Rabu, 10 April 2024
Banyak pikiran berkecamuk, sejak terbangun dari tidur siangku. Napasku sesak, pikiranku banyak. Seakan tidak ada ruang kosong di kepalaku. Aku resah. Hingga aku ke luar, berkendara dan menghirup dalam-dalam udara jalanan. Udara sore hari dan udara malam hari usai hujan reda. Dingin tapi juga menyegarkan. Menyegarkan paru-paruku. Namun, dinginnya menusuk-nusuk kulitku. Aku memejamkan mataku, sesekali meneteskan air mata.
Saat langit mulai gelap dan hujan perlahan turun, aku memutarbalikan arah kendaraanku. Aku menuju pusat perbelanjaan yang tadinya tidak ada di tujuan berkelana. Sudah dua kali aku berjalan ke pusat perbelanjaan sendiri belakangan ini, bukan hal yang ingin aku lakukan. Sepi sekali rasanya berjalan sendiri. Sering harap itu muncul, harapan untuk ditemani. Tapi tidak kuutarakan dengan jelas, hanya tersirat.

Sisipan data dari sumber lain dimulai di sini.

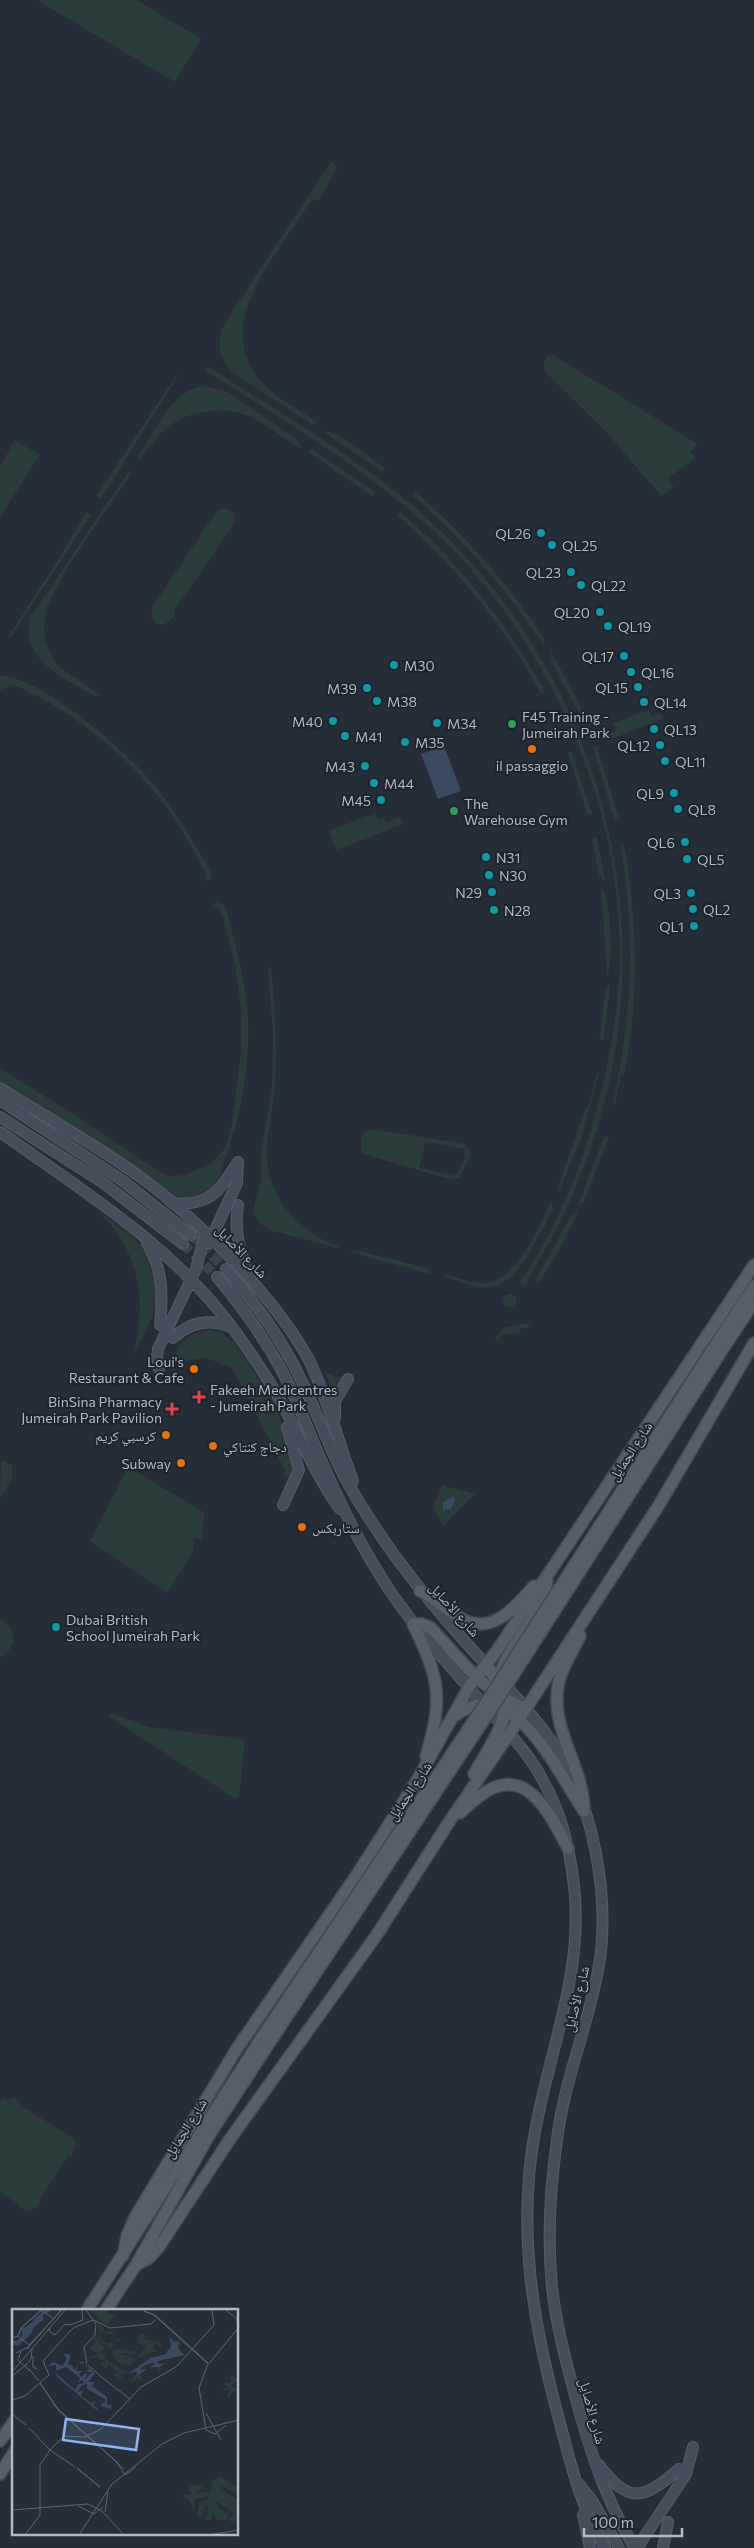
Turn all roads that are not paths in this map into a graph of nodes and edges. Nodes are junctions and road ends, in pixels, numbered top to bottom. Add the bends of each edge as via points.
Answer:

Aku menikmati perjalanan sore dan malam ini, berkendara ke sana ke mari, berjalan ke sana ke sini
Menyelami diri hingga berakhir pada satu titik ikhlas dan pasrah
Ketika kaki kananku melangkah memasuki rumahmu di waktu Maghrib
"Assalamualaikum, ya Tuhanku, izinkan aku mengadu kepadamu," ucapku dalam hati. Tidak biasanya aku langsung berdialog ketika memasuki rumah ibadah. Biasanya aku mulai berdialog setelah melakukan ritual syukur. Dialog dalam bentuk doa di akhir salat. Dan salat bagiku adalah sarana bersyukur, lebih dari kewajiban dan ibadah untuk mencari pahala. Aku bersyukur bahwa aku masih diberikan banyak kenikmatan hingga detik di mana aku masih bisa melaksanakan salat tersebut.

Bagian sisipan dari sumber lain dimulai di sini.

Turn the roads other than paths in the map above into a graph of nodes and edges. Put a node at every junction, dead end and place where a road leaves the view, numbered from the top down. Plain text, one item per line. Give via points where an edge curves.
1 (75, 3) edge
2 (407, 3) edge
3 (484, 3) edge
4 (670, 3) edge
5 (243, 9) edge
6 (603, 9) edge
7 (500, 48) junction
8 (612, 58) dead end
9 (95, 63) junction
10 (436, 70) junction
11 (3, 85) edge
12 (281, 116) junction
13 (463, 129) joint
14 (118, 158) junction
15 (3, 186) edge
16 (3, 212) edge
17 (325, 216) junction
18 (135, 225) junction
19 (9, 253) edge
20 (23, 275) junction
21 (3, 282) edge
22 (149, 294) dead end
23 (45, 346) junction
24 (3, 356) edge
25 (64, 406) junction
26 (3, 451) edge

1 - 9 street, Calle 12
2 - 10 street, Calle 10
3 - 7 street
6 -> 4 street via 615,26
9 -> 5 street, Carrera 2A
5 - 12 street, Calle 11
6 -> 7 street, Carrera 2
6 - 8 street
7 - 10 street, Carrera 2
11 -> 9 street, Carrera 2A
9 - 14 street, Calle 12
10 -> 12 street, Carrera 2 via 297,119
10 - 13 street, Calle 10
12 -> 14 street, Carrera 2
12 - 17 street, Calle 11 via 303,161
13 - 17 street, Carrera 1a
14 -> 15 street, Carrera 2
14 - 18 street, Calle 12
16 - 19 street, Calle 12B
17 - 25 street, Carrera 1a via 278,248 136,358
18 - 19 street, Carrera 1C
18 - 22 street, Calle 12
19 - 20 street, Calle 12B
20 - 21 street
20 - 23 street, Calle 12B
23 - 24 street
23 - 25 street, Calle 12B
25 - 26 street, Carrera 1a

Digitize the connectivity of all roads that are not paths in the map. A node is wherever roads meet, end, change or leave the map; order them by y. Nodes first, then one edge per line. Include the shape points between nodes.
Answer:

Usai mengadu kepada Tuhanku, aku berjalan ke supermarket. Saat mengantre pembayaran, Tuhanku tiba-tiba memberikan keikhlasan padaku. Aku langsung bisa memberikan apa yang diminta. Usai keteguhan pendirianku untuk tidak memberikan apa yang diminta sebelumnya. Pada akhirnya aku ikhlas dan berpasrah, "bahwa itu bukanlah rezeki dan bukanlah hakku. Jadi, mengapa aku harus menahannya?" Kurang lebih pikiran itu terlintas bersamaan dengan keikhlasan hati. "Apa yang aku lakukan dengan harapan untuk kebaikannya di masa depan, tetapi itu hanya menurutku dan apa hakku atas uang itu? Pemiliknya lebih berhak." Maka, aku serahkan sebagian, karena sebagiannya lagi harusku pindahkan dulu dari bank satu ke lainnya melalui ATM, baru ke dompet digital. Usai pembayaran di kasir, niatnya ingin aku kirimkan sisanya. Namun, takdir berkata lain. Uangnya kembali padaku.

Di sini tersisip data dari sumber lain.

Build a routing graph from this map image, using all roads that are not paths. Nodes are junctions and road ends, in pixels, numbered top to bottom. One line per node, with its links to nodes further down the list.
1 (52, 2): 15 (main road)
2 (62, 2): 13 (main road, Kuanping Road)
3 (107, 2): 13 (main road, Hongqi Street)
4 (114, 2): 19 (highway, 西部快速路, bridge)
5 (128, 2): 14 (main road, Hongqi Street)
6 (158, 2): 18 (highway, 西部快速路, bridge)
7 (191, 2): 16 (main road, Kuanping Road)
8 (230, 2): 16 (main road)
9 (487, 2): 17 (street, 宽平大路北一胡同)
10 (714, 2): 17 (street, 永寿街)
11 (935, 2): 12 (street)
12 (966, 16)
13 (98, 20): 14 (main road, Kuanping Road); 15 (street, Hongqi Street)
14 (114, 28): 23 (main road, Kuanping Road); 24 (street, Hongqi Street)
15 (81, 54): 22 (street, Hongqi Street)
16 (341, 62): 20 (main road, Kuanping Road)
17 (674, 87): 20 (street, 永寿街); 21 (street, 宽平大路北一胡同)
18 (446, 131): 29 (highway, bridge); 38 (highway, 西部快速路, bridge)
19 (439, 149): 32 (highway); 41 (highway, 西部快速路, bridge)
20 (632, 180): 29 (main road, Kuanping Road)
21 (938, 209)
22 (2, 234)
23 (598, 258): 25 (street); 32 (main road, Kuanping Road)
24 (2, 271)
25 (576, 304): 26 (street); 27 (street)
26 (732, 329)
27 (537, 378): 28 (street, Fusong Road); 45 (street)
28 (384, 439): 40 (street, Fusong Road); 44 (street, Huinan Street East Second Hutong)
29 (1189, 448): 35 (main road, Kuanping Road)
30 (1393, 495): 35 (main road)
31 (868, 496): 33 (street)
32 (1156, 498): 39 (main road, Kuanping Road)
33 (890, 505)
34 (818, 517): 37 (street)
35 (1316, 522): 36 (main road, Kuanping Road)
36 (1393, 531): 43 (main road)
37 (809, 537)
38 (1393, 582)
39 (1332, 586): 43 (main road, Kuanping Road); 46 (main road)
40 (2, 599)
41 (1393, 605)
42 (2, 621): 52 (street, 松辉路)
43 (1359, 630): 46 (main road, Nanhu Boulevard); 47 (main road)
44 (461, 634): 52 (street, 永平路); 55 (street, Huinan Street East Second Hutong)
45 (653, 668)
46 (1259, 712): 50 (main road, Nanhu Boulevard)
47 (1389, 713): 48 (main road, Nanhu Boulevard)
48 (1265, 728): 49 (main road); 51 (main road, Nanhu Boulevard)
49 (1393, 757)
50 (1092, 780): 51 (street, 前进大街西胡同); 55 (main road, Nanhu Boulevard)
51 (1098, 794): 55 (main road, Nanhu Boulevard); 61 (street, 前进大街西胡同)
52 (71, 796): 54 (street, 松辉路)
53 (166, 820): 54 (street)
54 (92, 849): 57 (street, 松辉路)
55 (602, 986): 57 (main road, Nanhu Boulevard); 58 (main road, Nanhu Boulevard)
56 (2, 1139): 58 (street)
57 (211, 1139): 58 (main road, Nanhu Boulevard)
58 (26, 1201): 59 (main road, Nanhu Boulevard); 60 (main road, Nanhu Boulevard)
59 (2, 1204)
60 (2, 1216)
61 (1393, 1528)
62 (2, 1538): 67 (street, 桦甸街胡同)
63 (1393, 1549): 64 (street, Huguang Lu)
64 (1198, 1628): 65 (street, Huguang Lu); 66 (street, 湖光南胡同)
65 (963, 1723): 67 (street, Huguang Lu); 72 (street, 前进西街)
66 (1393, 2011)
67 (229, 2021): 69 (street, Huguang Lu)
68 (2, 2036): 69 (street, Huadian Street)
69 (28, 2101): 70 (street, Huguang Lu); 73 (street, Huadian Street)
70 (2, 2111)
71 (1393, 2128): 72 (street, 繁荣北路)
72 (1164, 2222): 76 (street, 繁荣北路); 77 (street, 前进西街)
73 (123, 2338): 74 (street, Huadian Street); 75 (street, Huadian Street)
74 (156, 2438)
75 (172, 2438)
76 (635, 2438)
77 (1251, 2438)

Selesai bayar, aku ke luar dan hingga pukul 22, aku masih berkendara sambil mendengarkan lagu. Menyusuri jalanan malam, Bintaro, Tanah Kusir, Gandaria, Blok M, Melawai, Senopati, Pasar Santa. Mataku lebih menangkap suasananya, ada kedai ini di sini, ada kedai itu di situ, dan sebagainya. Entah karena keheningan atau karena aku sedang menyelami diri menikmati kondisi malam. Semakin malam, jalanan semakin sepi. Kondisinya juga sedang hari raya. Sesekali aku melihat spion, khawatir dibuntuti. Ada juga pikiran takut ditabrak orang yang lagi tinggi saat melintasi Senoparty, namun kembali teringat bahwa hari ini masih hari raya. Ada juga kekhawatiran takut dihipnotis saat berjalan di mall sendirian, karena dulu pernah baca utas tentang hipnotis di G*ncy saat seseorang sedang berjalan sendiri. Pada akhirnya, semua itu hanyalah kekhawatiranku dan aku tetap berjalan sendiri. Sepertinya aku harus terbiasa sendiri.
Apa yang aku lakukan memanglah tidak baik dan menyakitkan. Namun, apa yang aku berikan penuh dengan harapan dan pemikiran untuk membuatmu menjadi lebih baik di masa depan. Jika memang apa yang aku berikan tidak berarti baik bagimu, maka, aku tidak akan memaksamu untuk menerima permintaan-permintaan dan pemberian-pemberianku. Cukup bagiku berusaha, tetapi tidak baik jika aku memaksa.
Kamu di masa depan mungkin juga akan membenciku.